My next step was to try to fabricate a calcium carbide generator that would fit in the trunk of my vehicle . .. and, even more important, a unit that was safe enough to use on a regular transportation basis. An automobile can be forced to perform some pretty wild maneuvers in traffic, and I had to be sure that there was no danger of excess gas being produced because of water inadvertently splashing on my supply of fuel pebbles. After several months of work, I've recently come up with a generating unit that works perfectly . . . so well, in fact, that I'm conducting a patent search on its design.
But even with a portable gas generator installed, I have some more tinkering to do with the fuel delivery system. My goal is to provide good engine control up to speed, but at the same time balance the air/fuel ratio to prevent a rich — and hence — wasteful mixture. Recently I have been working with some new components and designs that make the system safer and ultimately more practical . . . including an improved metering device of my own design and an anti-backfire valve that virtually prevents accidental (and disastrous) flashbacks from reaching the calcium carbide generator.
In short, although I don't have all the answers yet, I've come a long way in a few months and I feel downright pleased at this point. Not only have I demonstrated the car to the local press and run up some miles on it, but I've gathered some preliminary economy figures to indicate that — at speeds of up to 35 miles per hour, at least — I can expect far better mileage from each dollar's worth of calcium carbide fuel than I can from the equivalent amount of gasoline . .. and these days, that's saying something.

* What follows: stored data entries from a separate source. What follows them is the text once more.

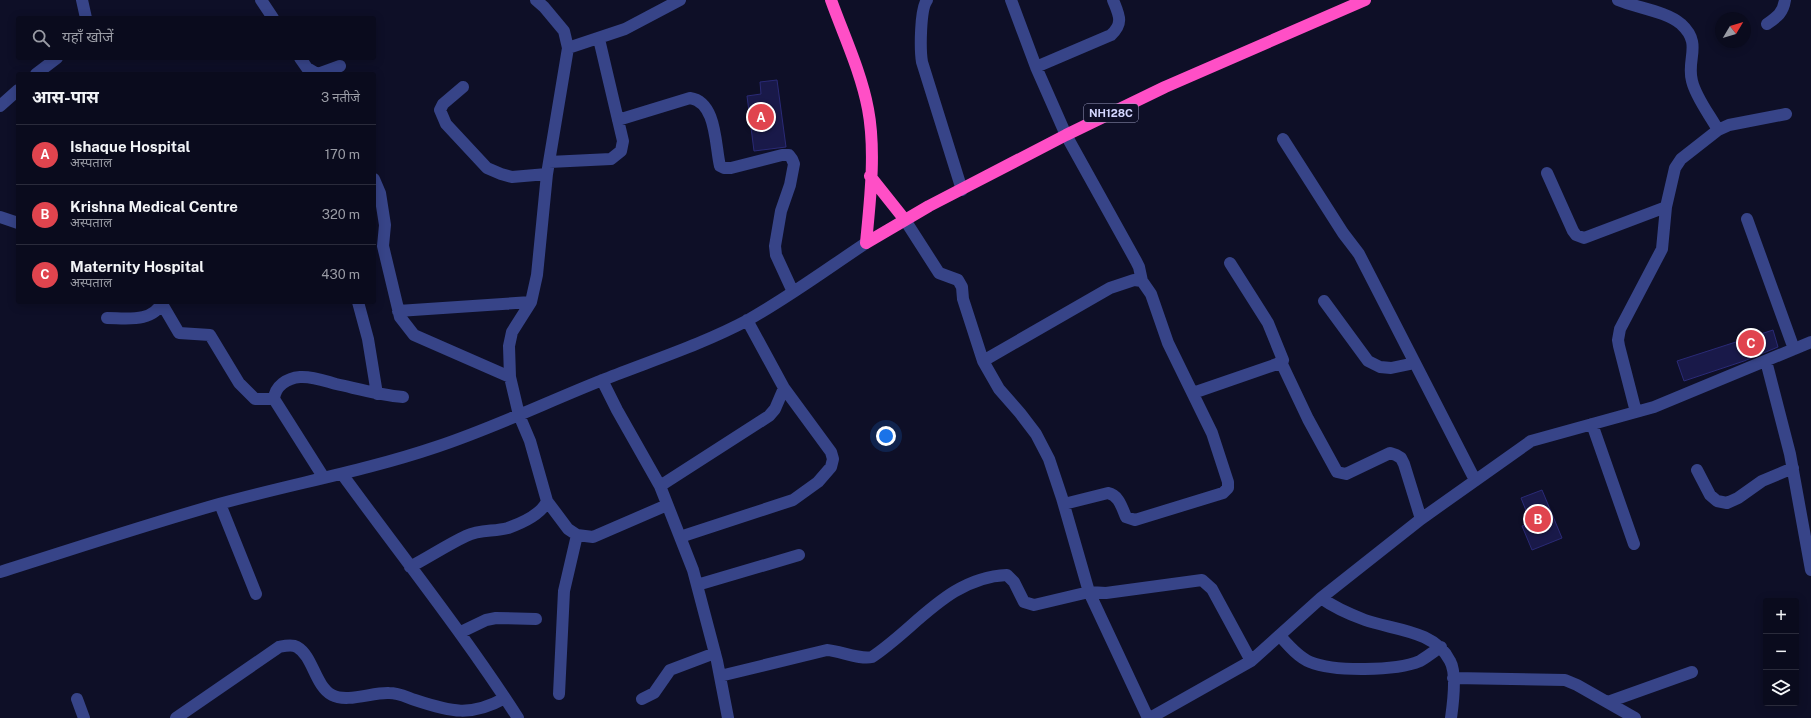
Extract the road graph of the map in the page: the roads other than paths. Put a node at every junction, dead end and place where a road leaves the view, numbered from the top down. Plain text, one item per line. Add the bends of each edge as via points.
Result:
1 (82, 0) edge
2 (261, 0) edge
3 (536, 0) edge
4 (680, 0) edge
5 (831, 0) edge
6 (927, 0) edge
7 (1011, 0) edge
8 (1113, 0) edge
9 (1365, 0) edge
10 (1618, 0) edge
11 (1785, 0) edge
12 (86, 16) edge
13 (272, 16) edge
14 (1767, 24) dead end
15 (600, 39) junction
16 (568, 48) junction
17 (55, 60) edge
18 (301, 60) edge
19 (340, 66) dead end
20 (1036, 67) junction
21 (39, 72) edge
22 (314, 72) edge
23 (326, 72) edge
24 (463, 87) dead end
25 (16, 92) edge
26 (0, 106) edge
27 (1786, 114) dead end
28 (618, 120) junction
29 (1718, 130) junction
30 (1066, 135) junction
31 (1283, 139) dead end
32 (549, 162) junction
33 (1546, 173) dead end
34 (547, 174) junction
35 (870, 176) junction
36 (376, 184) edge
37 (962, 190) junction
38 (1666, 207) junction
39 (0, 217) edge
40 (1747, 219) dead end
41 (905, 220) junction
42 (16, 222) edge
43 (866, 243) junction
44 (1230, 263) dead end
45 (1142, 281) junction
46 (793, 292) junction
47 (1324, 300) dead end
48 (531, 302) junction
49 (161, 304) edge
50 (163, 304) edge
51 (359, 304) edge
52 (398, 311) junction
53 (107, 318) dead end
54 (747, 320) junction
55 (1811, 342) edge
56 (1794, 349) junction
57 (983, 361) junction
58 (1766, 361) junction
59 (1281, 362) junction
60 (1415, 364) junction
61 (510, 377) junction
62 (602, 380) junction
63 (784, 388) junction
64 (1193, 393) junction
65 (377, 394) junction
66 (404, 397) dead end
67 (274, 399) junction
68 (1636, 412) junction
69 (520, 415) junction
70 (1592, 424) junction
71 (1793, 468) junction
72 (1697, 470) dead end
73 (342, 474) junction
74 (324, 478) junction
75 (1475, 480) junction
76 (660, 486) junction
77 (547, 501) junction
78 (220, 504) junction
79 (667, 504) junction
80 (1064, 504) junction
81 (1421, 519) junction
82 (577, 535) junction
83 (680, 537) junction
84 (1634, 544) dead end
85 (799, 556) dead end
86 (410, 568) junction
87 (1811, 570) edge
88 (0, 572) edge
89 (697, 585) junction
90 (1089, 592) junction
91 (256, 594) dead end
92 (1321, 598) junction
93 (536, 619) dead end
94 (460, 632) junction
95 (1280, 636) junction
96 (1441, 647) junction
97 (715, 653) junction
98 (1251, 661) junction
99 (1692, 672) dead end
100 (720, 676) junction
101 (1453, 678) junction
102 (559, 694) dead end
103 (505, 698) junction
104 (77, 699) dead end
105 (642, 699) dead end
106 (1608, 702) junction
107 (84, 718) edge
108 (176, 718) edge
109 (518, 718) edge
110 (728, 718) edge
111 (1149, 718) edge
112 (1451, 718) edge
113 (1635, 718) edge

1 - 12 street
2 - 13 street
3 - 16 street via 564,31
4 - 15 street via 626,29
5 - 35 highway via 859,76 868,110
6 - 37 street via 923,7 920,48 922,62
7 - 20 street
8 - 20 street via 1120,23 1111,35
9 - 30 highway, NH128C via 1165,87
10 - 29 street via 1669,16 1681,24 1690,35 1694,47 1690,69 1692,82
11 - 14 street via 1780,14
15 - 16 street
15 - 28 street
16 - 32 street
17 - 21 street
18 - 22 street via 307,68
19 - 23 street
20 - 30 street
24 - 34 street via 443,104 440,110 446,124 487,168 512,176
25 - 26 street
27 - 29 street via 1729,125
28 - 32 street via 623,145 621,151 611,158
28 - 46 street via 690,98 696,99 706,107 711,116 720,166 731,168 789,155 794,164 781,211 775,246 776,255
29 - 38 street via 1681,159 1675,168
30 - 37 highway, NH128C
30 - 45 street via 1139,267
31 - 60 street via 1359,254
32 - 34 street
33 - 38 street via 1573,231 1584,238
34 - 48 street via 537,275
35 - 41 highway
35 - 43 highway
36 - 52 street via 385,225 383,246
37 - 41 highway, NH128C
38 - 68 street via 1662,249 1623,321 1619,334 1619,346
39 - 42 street
40 - 56 street
41 - 43 highway, NH128C
41 - 57 street via 939,273 958,280
43 - 46 street
44 - 59 street via 1268,323 1282,354
45 - 57 street via 1134,280 1110,288
45 - 64 street via 1151,294 1168,344
46 - 54 street
47 - 60 street via 1368,361 1380,367 1391,368
48 - 52 street
48 - 61 street via 512,332
49 - 53 street via 151,315
50 - 67 street via 179,333 210,335 239,384 255,399
51 - 65 street via 368,339
52 - 61 street via 414,335
54 - 62 street via 705,340
54 - 63 street
55 - 56 street
56 - 58 street
57 - 80 street via 999,389 1036,434
58 - 68 street
58 - 71 street
59 - 64 street
59 - 81 street via 1337,472 1346,474 1390,453 1396,455 1404,464
60 - 75 street
61 - 69 street
62 - 69 street
62 - 76 street
63 - 76 street via 769,416
63 - 83 street via 831,452 831,467 818,482 793,500
64 - 80 street via 1212,433 1228,482 1226,492 1135,520 1126,517 1115,495 1108,493
65 - 66 street
65 - 67 street via 300,377 283,383 276,389
67 - 74 street
68 - 70 street
69 - 73 street via 438,446
69 - 77 street via 530,440
70 - 75 street via 1531,441
70 - 84 street
71 - 72 street via 1762,481 1727,503 1717,501 1710,495
71 - 87 street
73 - 74 street
73 - 86 street
74 - 78 street
75 - 81 street
76 - 79 street
77 - 82 street via 568,529
77 - 86 street via 544,508 535,515 507,528 467,535
78 - 88 street
78 - 91 street
79 - 82 street via 593,538
79 - 83 street
80 - 90 street
81 - 92 street
82 - 102 street via 564,591
83 - 89 street
85 - 89 street
86 - 94 street
89 - 97 street
90 - 98 street via 1106,593 1202,580 1212,589
90 - 100 street via 1034,605 1024,602 1010,578 998,576 961,587 950,594 872,657 863,658 826,650
90 - 111 street
92 - 95 street
92 - 96 street via 1336,608 1423,637
93 - 94 street via 496,618
94 - 103 street
95 - 96 street via 1308,662 1342,669 1400,666 1421,660
95 - 98 street
96 - 101 street via 1451,662
97 - 100 street
97 - 105 street via 670,670 654,693
98 - 111 street
99 - 106 street
100 - 110 street
101 - 106 street via 1565,680
101 - 112 street
103 - 108 street via 484,708 462,711 439,708 387,692 343,698 328,693 304,655 292,645 279,647
103 - 109 street
104 - 107 street
106 - 113 street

EDITOR'S NOTE: Although author Lee Barber has indeed successfully run his car on acetylene, he strongly reminds us — and any of MOTHER EARTH NEWS' readers who might consider experimenting with acetylene as a motor fuel — that he is a factory-trained welder and has had 30 years of experience with the gas. Anyone trying to duplicate his success had best be warned that unless he or she understands the principles of acetylene thoroughly, real danger does exist.